Exercise objective
Without including any image, retype the records word for word.

Records for this task

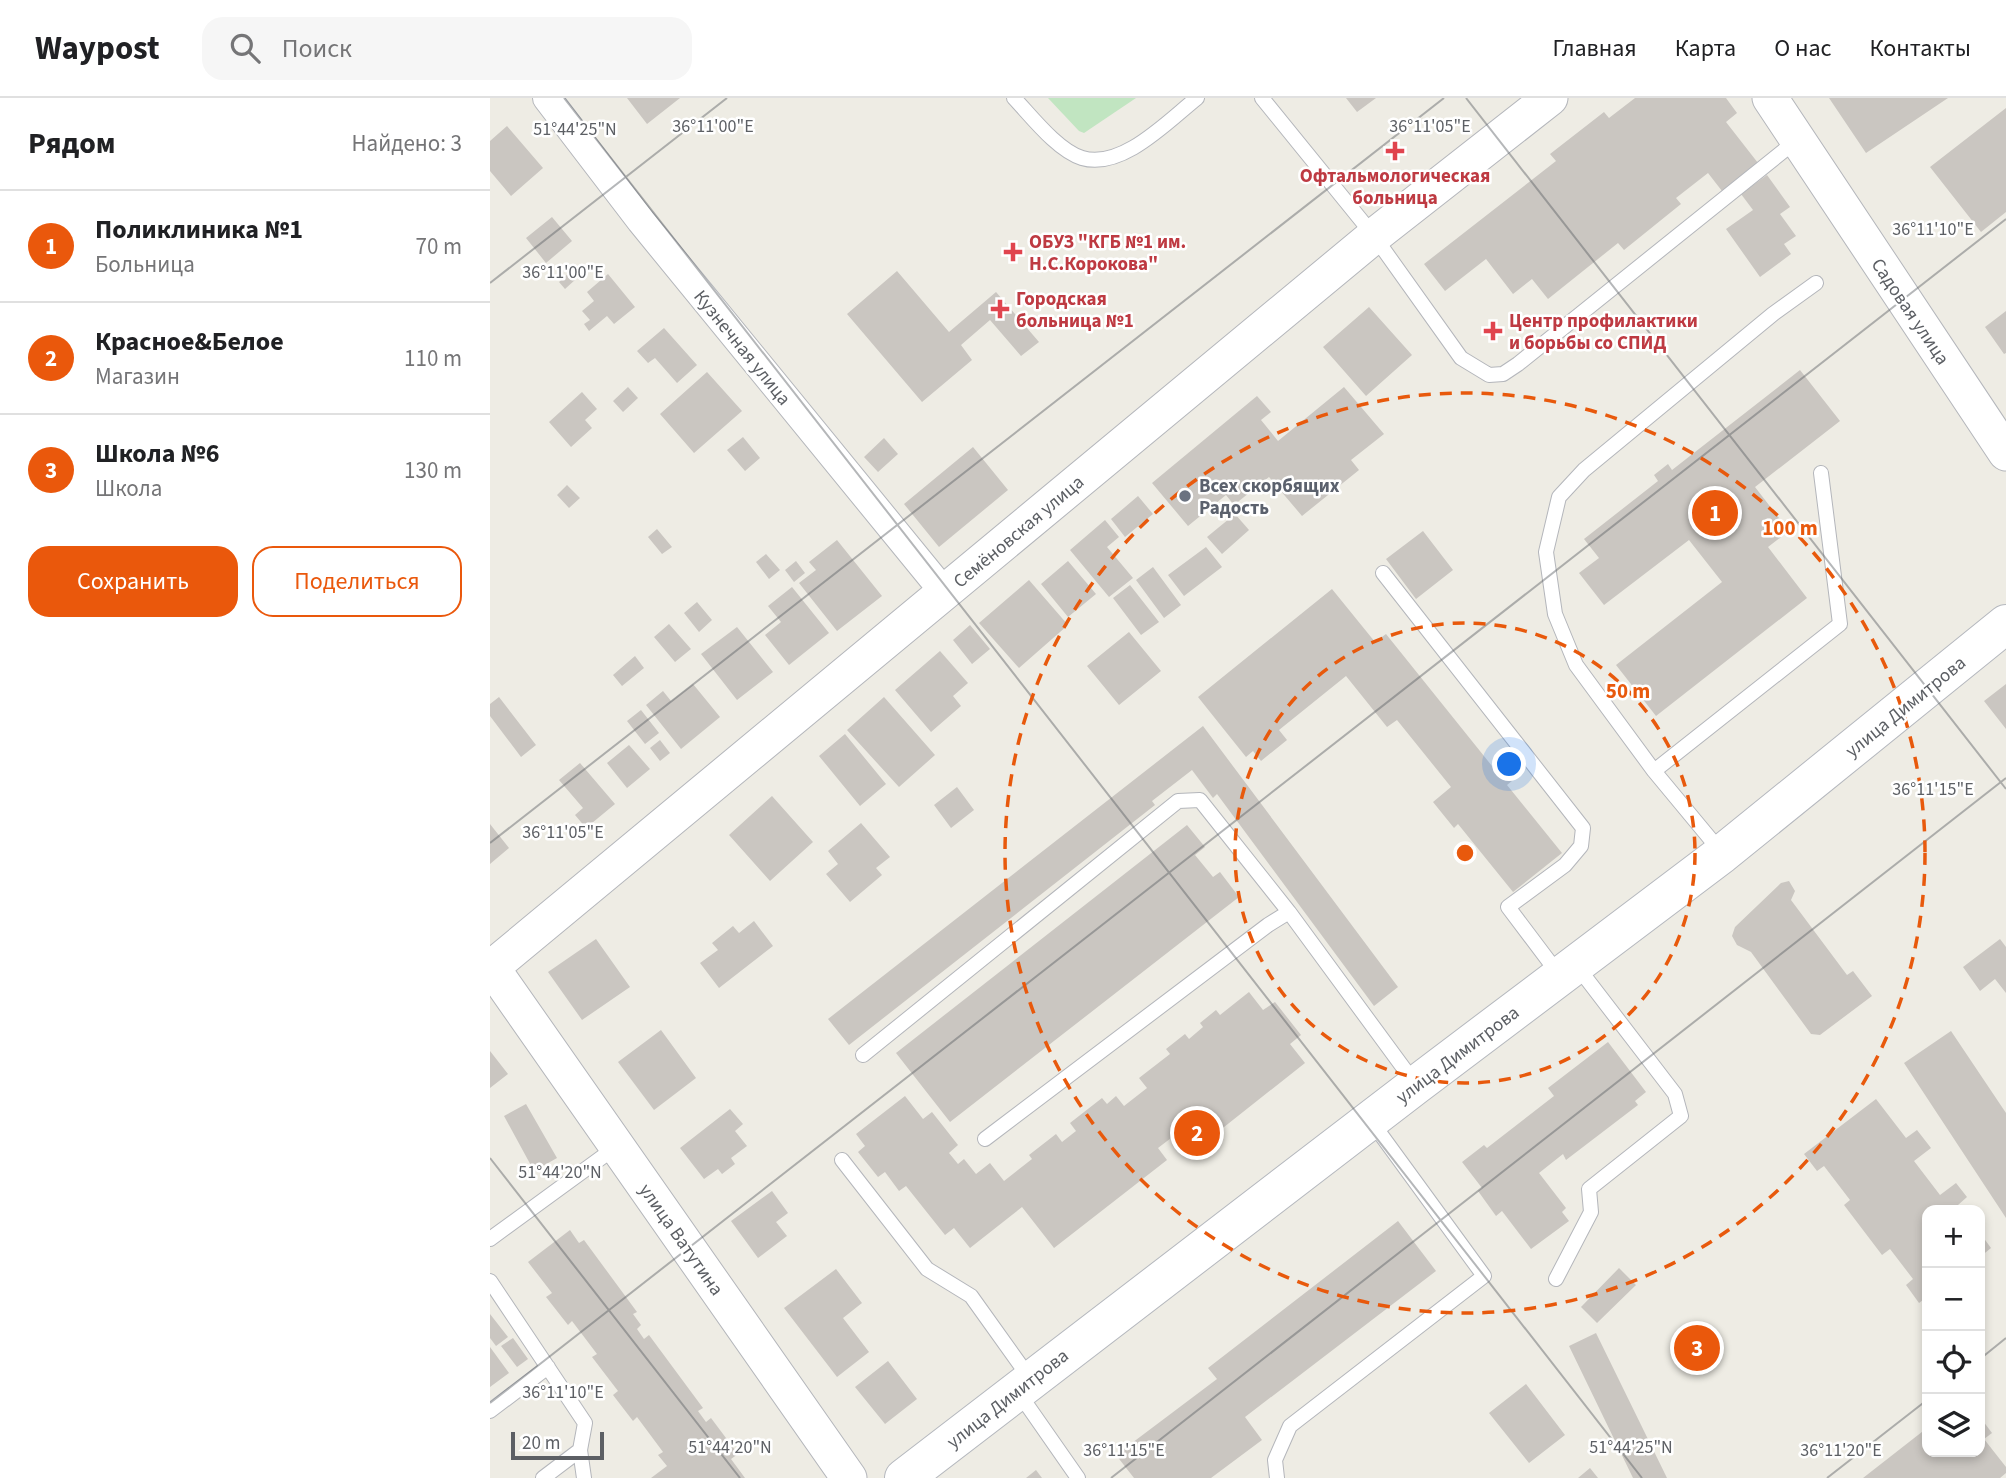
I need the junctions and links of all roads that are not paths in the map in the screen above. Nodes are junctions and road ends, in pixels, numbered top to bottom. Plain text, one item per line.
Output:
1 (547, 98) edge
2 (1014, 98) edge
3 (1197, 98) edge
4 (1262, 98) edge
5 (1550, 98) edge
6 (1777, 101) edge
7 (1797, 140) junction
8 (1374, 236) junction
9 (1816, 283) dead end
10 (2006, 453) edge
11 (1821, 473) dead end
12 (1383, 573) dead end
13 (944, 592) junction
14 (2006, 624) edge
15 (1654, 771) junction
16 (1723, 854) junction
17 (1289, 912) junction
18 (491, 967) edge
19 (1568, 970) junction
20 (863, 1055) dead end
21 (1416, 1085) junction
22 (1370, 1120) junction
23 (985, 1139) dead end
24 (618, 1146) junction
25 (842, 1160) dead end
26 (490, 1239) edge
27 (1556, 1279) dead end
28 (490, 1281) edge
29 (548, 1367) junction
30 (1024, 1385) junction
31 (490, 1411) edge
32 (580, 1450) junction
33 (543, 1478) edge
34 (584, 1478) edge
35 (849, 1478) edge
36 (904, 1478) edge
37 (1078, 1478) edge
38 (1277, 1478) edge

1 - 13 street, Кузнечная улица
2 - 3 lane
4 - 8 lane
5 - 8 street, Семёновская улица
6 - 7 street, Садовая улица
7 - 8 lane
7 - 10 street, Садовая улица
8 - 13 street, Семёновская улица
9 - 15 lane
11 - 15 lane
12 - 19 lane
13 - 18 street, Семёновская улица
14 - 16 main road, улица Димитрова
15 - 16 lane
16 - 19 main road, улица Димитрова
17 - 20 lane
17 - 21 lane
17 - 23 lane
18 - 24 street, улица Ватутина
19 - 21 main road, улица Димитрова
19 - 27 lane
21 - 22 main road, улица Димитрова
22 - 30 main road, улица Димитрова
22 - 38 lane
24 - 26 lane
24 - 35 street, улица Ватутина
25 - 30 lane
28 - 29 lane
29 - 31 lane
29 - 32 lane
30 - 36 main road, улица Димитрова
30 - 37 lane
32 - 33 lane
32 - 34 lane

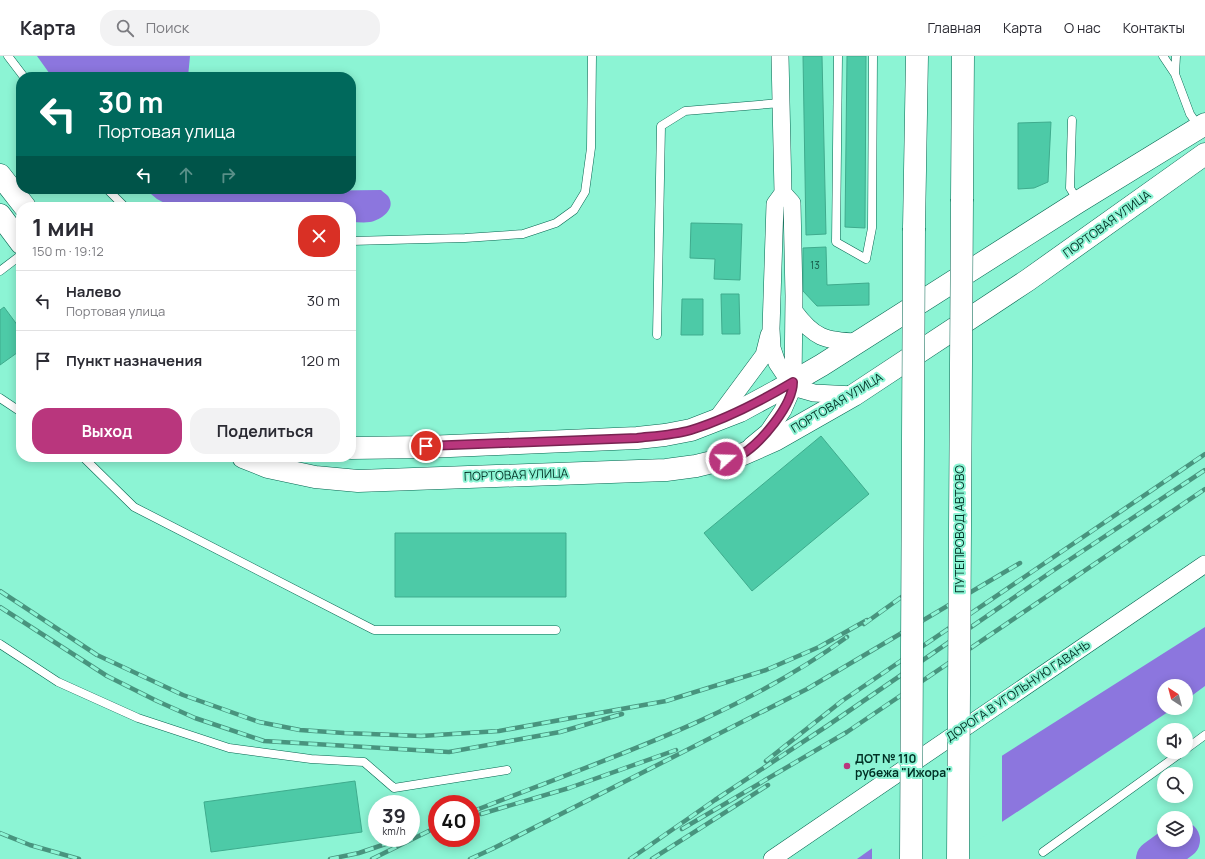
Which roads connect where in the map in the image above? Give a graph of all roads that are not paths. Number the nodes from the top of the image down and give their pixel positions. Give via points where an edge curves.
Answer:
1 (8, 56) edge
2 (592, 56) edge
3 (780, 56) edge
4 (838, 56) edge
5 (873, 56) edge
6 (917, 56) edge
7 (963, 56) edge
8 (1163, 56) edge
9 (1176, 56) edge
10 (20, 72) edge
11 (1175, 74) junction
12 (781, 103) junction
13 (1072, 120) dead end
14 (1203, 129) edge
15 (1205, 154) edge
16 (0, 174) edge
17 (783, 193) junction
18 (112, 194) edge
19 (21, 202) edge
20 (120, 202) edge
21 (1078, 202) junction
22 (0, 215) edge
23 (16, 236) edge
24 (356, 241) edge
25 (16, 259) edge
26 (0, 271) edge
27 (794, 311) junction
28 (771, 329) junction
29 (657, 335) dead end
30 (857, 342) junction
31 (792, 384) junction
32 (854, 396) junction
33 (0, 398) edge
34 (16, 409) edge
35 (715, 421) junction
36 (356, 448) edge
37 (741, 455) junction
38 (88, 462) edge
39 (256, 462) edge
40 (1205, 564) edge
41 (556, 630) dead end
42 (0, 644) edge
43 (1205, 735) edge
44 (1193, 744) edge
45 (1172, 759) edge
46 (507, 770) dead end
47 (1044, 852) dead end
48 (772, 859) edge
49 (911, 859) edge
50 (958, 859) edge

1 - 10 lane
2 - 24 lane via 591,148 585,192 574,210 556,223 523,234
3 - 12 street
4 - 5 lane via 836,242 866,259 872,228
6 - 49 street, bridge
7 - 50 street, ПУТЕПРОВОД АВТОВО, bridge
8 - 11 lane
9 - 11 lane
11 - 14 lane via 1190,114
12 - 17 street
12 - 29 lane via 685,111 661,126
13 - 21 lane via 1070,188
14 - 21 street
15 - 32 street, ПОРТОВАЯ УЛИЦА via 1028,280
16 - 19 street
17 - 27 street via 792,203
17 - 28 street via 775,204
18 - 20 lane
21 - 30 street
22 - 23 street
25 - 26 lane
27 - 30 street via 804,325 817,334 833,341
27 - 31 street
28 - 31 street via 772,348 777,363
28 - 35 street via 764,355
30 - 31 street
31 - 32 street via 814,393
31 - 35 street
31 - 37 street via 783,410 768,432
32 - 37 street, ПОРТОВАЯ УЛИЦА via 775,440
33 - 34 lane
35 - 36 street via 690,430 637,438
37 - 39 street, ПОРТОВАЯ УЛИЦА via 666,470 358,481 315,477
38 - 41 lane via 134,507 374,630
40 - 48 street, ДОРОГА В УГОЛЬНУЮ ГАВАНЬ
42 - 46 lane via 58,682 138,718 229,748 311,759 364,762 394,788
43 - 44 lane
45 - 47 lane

Completed exercise
I need the junctions and links of all roads that are not paths in the map in the screen above. Nodes are junctions and road ends, in pixels, numbered top to bottom. Plain text, one item per line.
Output:
1 (547, 98) edge
2 (1014, 98) edge
3 (1197, 98) edge
4 (1262, 98) edge
5 (1550, 98) edge
6 (1777, 101) edge
7 (1797, 140) junction
8 (1374, 236) junction
9 (1816, 283) dead end
10 (2006, 453) edge
11 (1821, 473) dead end
12 (1383, 573) dead end
13 (944, 592) junction
14 (2006, 624) edge
15 (1654, 771) junction
16 (1723, 854) junction
17 (1289, 912) junction
18 (491, 967) edge
19 (1568, 970) junction
20 (863, 1055) dead end
21 (1416, 1085) junction
22 (1370, 1120) junction
23 (985, 1139) dead end
24 (618, 1146) junction
25 (842, 1160) dead end
26 (490, 1239) edge
27 (1556, 1279) dead end
28 (490, 1281) edge
29 (548, 1367) junction
30 (1024, 1385) junction
31 (490, 1411) edge
32 (580, 1450) junction
33 (543, 1478) edge
34 (584, 1478) edge
35 (849, 1478) edge
36 (904, 1478) edge
37 (1078, 1478) edge
38 (1277, 1478) edge

1 - 13 street, Кузнечная улица
2 - 3 lane
4 - 8 lane
5 - 8 street, Семёновская улица
6 - 7 street, Садовая улица
7 - 8 lane
7 - 10 street, Садовая улица
8 - 13 street, Семёновская улица
9 - 15 lane
11 - 15 lane
12 - 19 lane
13 - 18 street, Семёновская улица
14 - 16 main road, улица Димитрова
15 - 16 lane
16 - 19 main road, улица Димитрова
17 - 20 lane
17 - 21 lane
17 - 23 lane
18 - 24 street, улица Ватутина
19 - 21 main road, улица Димитрова
19 - 27 lane
21 - 22 main road, улица Димитрова
22 - 30 main road, улица Димитрова
22 - 38 lane
24 - 26 lane
24 - 35 street, улица Ватутина
25 - 30 lane
28 - 29 lane
29 - 31 lane
29 - 32 lane
30 - 36 main road, улица Димитрова
30 - 37 lane
32 - 33 lane
32 - 34 lane

Which roads connect where in the map in the image above? Give a graph of all roads that are not paths. Number the nodes from the top of the image down and give their pixel positions. Give via points where an edge curves.
Answer:
1 (8, 56) edge
2 (592, 56) edge
3 (780, 56) edge
4 (838, 56) edge
5 (873, 56) edge
6 (917, 56) edge
7 (963, 56) edge
8 (1163, 56) edge
9 (1176, 56) edge
10 (20, 72) edge
11 (1175, 74) junction
12 (781, 103) junction
13 (1072, 120) dead end
14 (1203, 129) edge
15 (1205, 154) edge
16 (0, 174) edge
17 (783, 193) junction
18 (112, 194) edge
19 (21, 202) edge
20 (120, 202) edge
21 (1078, 202) junction
22 (0, 215) edge
23 (16, 236) edge
24 (356, 241) edge
25 (16, 259) edge
26 (0, 271) edge
27 (794, 311) junction
28 (771, 329) junction
29 (657, 335) dead end
30 (857, 342) junction
31 (792, 384) junction
32 (854, 396) junction
33 (0, 398) edge
34 (16, 409) edge
35 (715, 421) junction
36 (356, 448) edge
37 (741, 455) junction
38 (88, 462) edge
39 (256, 462) edge
40 (1205, 564) edge
41 (556, 630) dead end
42 (0, 644) edge
43 (1205, 735) edge
44 (1193, 744) edge
45 (1172, 759) edge
46 (507, 770) dead end
47 (1044, 852) dead end
48 (772, 859) edge
49 (911, 859) edge
50 (958, 859) edge

1 - 10 lane
2 - 24 lane via 591,148 585,192 574,210 556,223 523,234
3 - 12 street
4 - 5 lane via 836,242 866,259 872,228
6 - 49 street, bridge
7 - 50 street, ПУТЕПРОВОД АВТОВО, bridge
8 - 11 lane
9 - 11 lane
11 - 14 lane via 1190,114
12 - 17 street
12 - 29 lane via 685,111 661,126
13 - 21 lane via 1070,188
14 - 21 street
15 - 32 street, ПОРТОВАЯ УЛИЦА via 1028,280
16 - 19 street
17 - 27 street via 792,203
17 - 28 street via 775,204
18 - 20 lane
21 - 30 street
22 - 23 street
25 - 26 lane
27 - 30 street via 804,325 817,334 833,341
27 - 31 street
28 - 31 street via 772,348 777,363
28 - 35 street via 764,355
30 - 31 street
31 - 32 street via 814,393
31 - 35 street
31 - 37 street via 783,410 768,432
32 - 37 street, ПОРТОВАЯ УЛИЦА via 775,440
33 - 34 lane
35 - 36 street via 690,430 637,438
37 - 39 street, ПОРТОВАЯ УЛИЦА via 666,470 358,481 315,477
38 - 41 lane via 134,507 374,630
40 - 48 street, ДОРОГА В УГОЛЬНУЮ ГАВАНЬ
42 - 46 lane via 58,682 138,718 229,748 311,759 364,762 394,788
43 - 44 lane
45 - 47 lane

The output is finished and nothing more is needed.